Data excerpts:
════════════════════

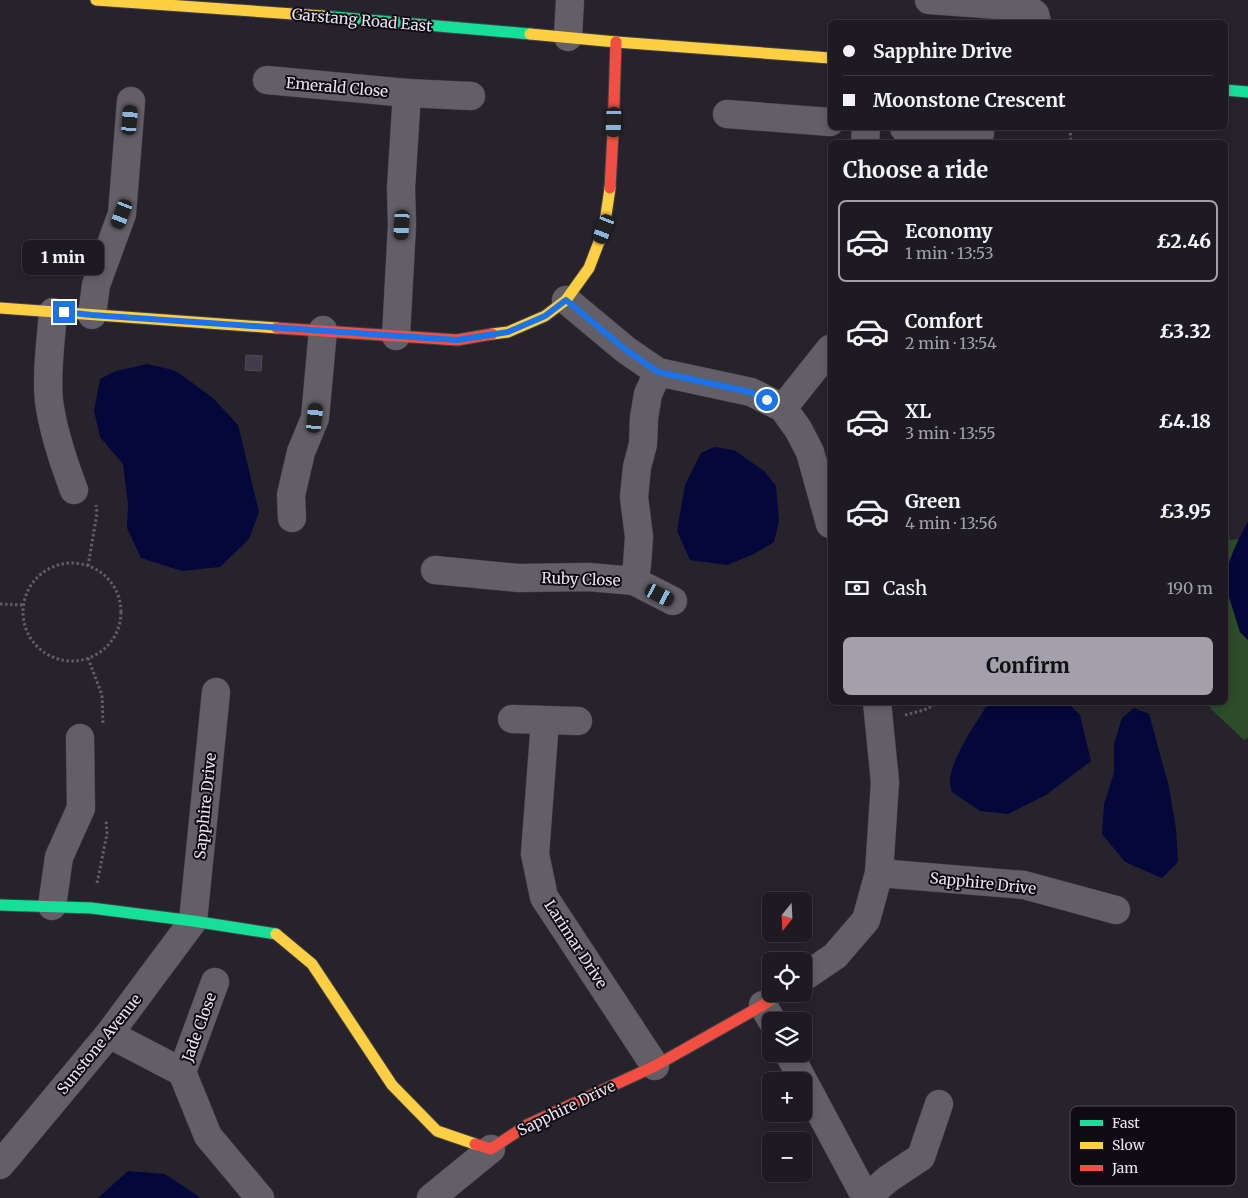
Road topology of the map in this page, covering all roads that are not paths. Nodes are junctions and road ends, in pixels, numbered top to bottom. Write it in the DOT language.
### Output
graph roads {
  1 [pos="96,0"];
  2 [pos="570,0"];
  3 [pos="930,0"];
  4 [pos="1037,20"];
  5 [pos="568,37"];
  6 [pos="616,42"];
  7 [pos="828,58"];
  8 [pos="267,80"];
  9 [pos="1228,90"];
  10 [pos="1248,92"];
  11 [pos="407,93"];
  12 [pos="471,96"];
  13 [pos="131,101"];
  14 [pos="727,114"];
  15 [pos="828,122"];
  16 [pos="942,130"];
  17 [pos="980,132"];
  18 [pos="566,300"];
  19 [pos="0,308"];
  20 [pos="53,312"];
  21 [pos="92,315"];
  22 [pos="323,330"];
  23 [pos="396,336"];
  24 [pos="828,352"];
  25 [pos="658,372"];
  26 [pos="783,408"];
  27 [pos="74,490"];
  28 [pos="828,517"];
  29 [pos="292,518"];
  30 [pos="435,570"];
  31 [pos="634,581"];
  32 [pos="673,601"];
  33 [pos="216,692"];
  34 [pos="878,712"];
  35 [pos="512,719"];
  36 [pos="546,721"];
  37 [pos="578,721"];
  38 [pos="80,738"];
  39 [pos="879,873"];
  40 [pos="0,904"];
  41 [pos="52,906"];
  42 [pos="1116,910"];
  43 [pos="194,921"];
  44 [pos="812,972"];
  45 [pos="215,982"];
  46 [pos="772,1007"];
  47 [pos="109,1034"];
  48 [pos="793,1062"];
  49 [pos="655,1066"];
  50 [pos="182,1072"];
  51 [pos="939,1104"];
  52 [pos="491,1149"];
  53 [pos="0,1165"];
  54 [pos="260,1198"];
  55 [pos="431,1198"];
  56 [pos="866,1198"];
  1 -- 5 [label="street, Garstang Road East"];
  2 -- 5 [label="street"];
  3 -- 4 [label="street"];
  5 -- 6 [label="street, Garstang Road East"];
  6 -- 7 [label="street, Garstang Road East"];
  6 -- 18 [label="street"];
  8 -- 11 [label="street, Emerald Close"];
  9 -- 10 [label="street"];
  11 -- 12 [label="street, Emerald Close"];
  11 -- 23 [label="street, Emerald Close"];
  13 -- 21 [label="street"];
  14 -- 15 [label="street"];
  16 -- 17 [label="street"];
  18 -- 23 [label="street"];
  18 -- 25 [label="street"];
  19 -- 20 [label="street"];
  20 -- 21 [label="street"];
  20 -- 27 [label="street"];
  21 -- 22 [label="street"];
  22 -- 23 [label="street"];
  22 -- 29 [label="street"];
  24 -- 26 [label="street"];
  25 -- 26 [label="street"];
  25 -- 31 [label="street, Ruby Close"];
  26 -- 28 [label="street"];
  30 -- 31 [label="street, Ruby Close"];
  31 -- 32 [label="street"];
  33 -- 43 [label="street, Sapphire Drive"];
  34 -- 39 [label="street"];
  35 -- 36 [label="street"];
  36 -- 37 [label="street"];
  36 -- 49 [label="street, Larimar Drive"];
  38 -- 41 [label="street"];
  39 -- 42 [label="street, Sapphire Drive"];
  39 -- 44 [label="street"];
  40 -- 41 [label="street"];
  41 -- 43 [label="street"];
  43 -- 47 [label="street, Sunstone Avenue"];
  43 -- 52 [label="street"];
  45 -- 50 [label="street, Jade Close"];
  46 -- 49 [label="street, Sapphire Drive"];
  47 -- 50 [label="street, Jade Close"];
  47 -- 53 [label="street, Sunstone Avenue"];
  48 -- 56 [label="street"];
  49 -- 52 [label="street, Sapphire Drive"];
  50 -- 54 [label="street, Jade Close"];
  51 -- 56 [label="street"];
  52 -- 55 [label="street"];
}
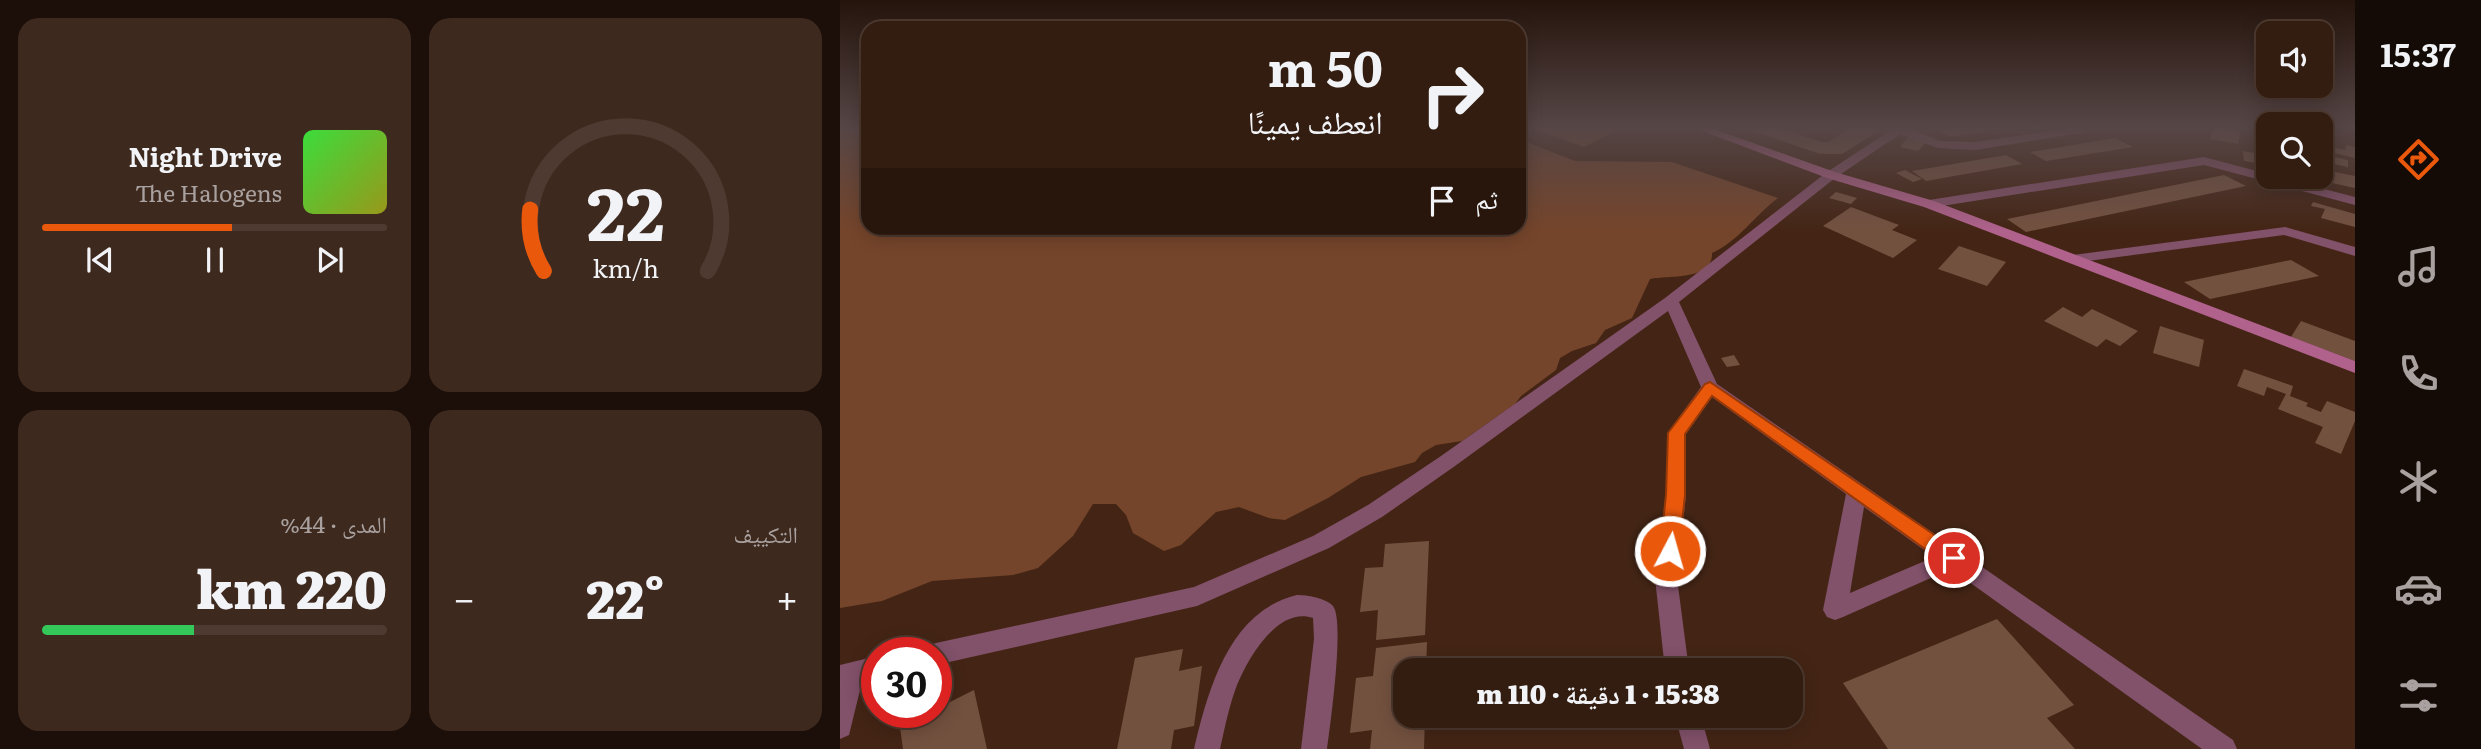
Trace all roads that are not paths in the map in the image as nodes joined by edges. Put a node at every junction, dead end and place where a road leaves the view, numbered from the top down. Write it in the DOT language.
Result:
graph roads {
  1 [pos="1792,161"];
  2 [pos="1851,161"];
  3 [pos="1831,175"];
  4 [pos="2355,201"];
  5 [pos="1929,204"];
  6 [pos="2355,252"];
  7 [pos="2073,259"];
  8 [pos="1671,301"];
  9 [pos="2355,367"];
  10 [pos="1710,387"];
  11 [pos="1857,490"];
  12 [pos="1954,558"];
  13 [pos="952,650"];
  14 [pos="1676,658"];
  15 [pos="846,674"];
  16 [pos="840,726"];
  17 [pos="1691,728"];
  18 [pos="1207,749"];
  19 [pos="1314,749"];
  20 [pos="1697,749"];
  21 [pos="2224,749"];
  1 -- 3 [label="street"];
  2 -- 3 [label="street"];
  3 -- 5 [label="street"];
  3 -- 8 [label="street"];
  4 -- 5 [label="street"];
  5 -- 7 [label="street"];
  6 -- 7 [label="street"];
  7 -- 9 [label="street"];
  8 -- 10 [label="street"];
  8 -- 13 [label="street"];
  10 -- 11 [label="street"];
  10 -- 14 [label="street"];
  11 -- 12 [label="street"];
  11 -- 12 [label="street"];
  12 -- 21 [label="street"];
  15 -- 16 [label="street"];
  17 -- 20 [label="street"];
  18 -- 19 [label="street"];
}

════════════════════

- [Aim of the task]: The output should consist of the records above, reproduced exactly, without pictures.

- [Response]:
Road topology of the map in this page, covering all roads that are not paths. Nodes are junctions and road ends, in pixels, numbered top to bottom. Write it in the DOT language.
### Output
graph roads {
  1 [pos="96,0"];
  2 [pos="570,0"];
  3 [pos="930,0"];
  4 [pos="1037,20"];
  5 [pos="568,37"];
  6 [pos="616,42"];
  7 [pos="828,58"];
  8 [pos="267,80"];
  9 [pos="1228,90"];
  10 [pos="1248,92"];
  11 [pos="407,93"];
  12 [pos="471,96"];
  13 [pos="131,101"];
  14 [pos="727,114"];
  15 [pos="828,122"];
  16 [pos="942,130"];
  17 [pos="980,132"];
  18 [pos="566,300"];
  19 [pos="0,308"];
  20 [pos="53,312"];
  21 [pos="92,315"];
  22 [pos="323,330"];
  23 [pos="396,336"];
  24 [pos="828,352"];
  25 [pos="658,372"];
  26 [pos="783,408"];
  27 [pos="74,490"];
  28 [pos="828,517"];
  29 [pos="292,518"];
  30 [pos="435,570"];
  31 [pos="634,581"];
  32 [pos="673,601"];
  33 [pos="216,692"];
  34 [pos="878,712"];
  35 [pos="512,719"];
  36 [pos="546,721"];
  37 [pos="578,721"];
  38 [pos="80,738"];
  39 [pos="879,873"];
  40 [pos="0,904"];
  41 [pos="52,906"];
  42 [pos="1116,910"];
  43 [pos="194,921"];
  44 [pos="812,972"];
  45 [pos="215,982"];
  46 [pos="772,1007"];
  47 [pos="109,1034"];
  48 [pos="793,1062"];
  49 [pos="655,1066"];
  50 [pos="182,1072"];
  51 [pos="939,1104"];
  52 [pos="491,1149"];
  53 [pos="0,1165"];
  54 [pos="260,1198"];
  55 [pos="431,1198"];
  56 [pos="866,1198"];
  1 -- 5 [label="street, Garstang Road East"];
  2 -- 5 [label="street"];
  3 -- 4 [label="street"];
  5 -- 6 [label="street, Garstang Road East"];
  6 -- 7 [label="street, Garstang Road East"];
  6 -- 18 [label="street"];
  8 -- 11 [label="street, Emerald Close"];
  9 -- 10 [label="street"];
  11 -- 12 [label="street, Emerald Close"];
  11 -- 23 [label="street, Emerald Close"];
  13 -- 21 [label="street"];
  14 -- 15 [label="street"];
  16 -- 17 [label="street"];
  18 -- 23 [label="street"];
  18 -- 25 [label="street"];
  19 -- 20 [label="street"];
  20 -- 21 [label="street"];
  20 -- 27 [label="street"];
  21 -- 22 [label="street"];
  22 -- 23 [label="street"];
  22 -- 29 [label="street"];
  24 -- 26 [label="street"];
  25 -- 26 [label="street"];
  25 -- 31 [label="street, Ruby Close"];
  26 -- 28 [label="street"];
  30 -- 31 [label="street, Ruby Close"];
  31 -- 32 [label="street"];
  33 -- 43 [label="street, Sapphire Drive"];
  34 -- 39 [label="street"];
  35 -- 36 [label="street"];
  36 -- 37 [label="street"];
  36 -- 49 [label="street, Larimar Drive"];
  38 -- 41 [label="street"];
  39 -- 42 [label="street, Sapphire Drive"];
  39 -- 44 [label="street"];
  40 -- 41 [label="street"];
  41 -- 43 [label="street"];
  43 -- 47 [label="street, Sunstone Avenue"];
  43 -- 52 [label="street"];
  45 -- 50 [label="street, Jade Close"];
  46 -- 49 [label="street, Sapphire Drive"];
  47 -- 50 [label="street, Jade Close"];
  47 -- 53 [label="street, Sunstone Avenue"];
  48 -- 56 [label="street"];
  49 -- 52 [label="street, Sapphire Drive"];
  50 -- 54 [label="street, Jade Close"];
  51 -- 56 [label="street"];
  52 -- 55 [label="street"];
}
Trace all roads that are not paths in the map in the image as nodes joined by edges. Put a node at every junction, dead end and place where a road leaves the view, numbered from the top down. Write it in the DOT language.
Result:
graph roads {
  1 [pos="1792,161"];
  2 [pos="1851,161"];
  3 [pos="1831,175"];
  4 [pos="2355,201"];
  5 [pos="1929,204"];
  6 [pos="2355,252"];
  7 [pos="2073,259"];
  8 [pos="1671,301"];
  9 [pos="2355,367"];
  10 [pos="1710,387"];
  11 [pos="1857,490"];
  12 [pos="1954,558"];
  13 [pos="952,650"];
  14 [pos="1676,658"];
  15 [pos="846,674"];
  16 [pos="840,726"];
  17 [pos="1691,728"];
  18 [pos="1207,749"];
  19 [pos="1314,749"];
  20 [pos="1697,749"];
  21 [pos="2224,749"];
  1 -- 3 [label="street"];
  2 -- 3 [label="street"];
  3 -- 5 [label="street"];
  3 -- 8 [label="street"];
  4 -- 5 [label="street"];
  5 -- 7 [label="street"];
  6 -- 7 [label="street"];
  7 -- 9 [label="street"];
  8 -- 10 [label="street"];
  8 -- 13 [label="street"];
  10 -- 11 [label="street"];
  10 -- 14 [label="street"];
  11 -- 12 [label="street"];
  11 -- 12 [label="street"];
  12 -- 21 [label="street"];
  15 -- 16 [label="street"];
  17 -- 20 [label="street"];
  18 -- 19 [label="street"];
}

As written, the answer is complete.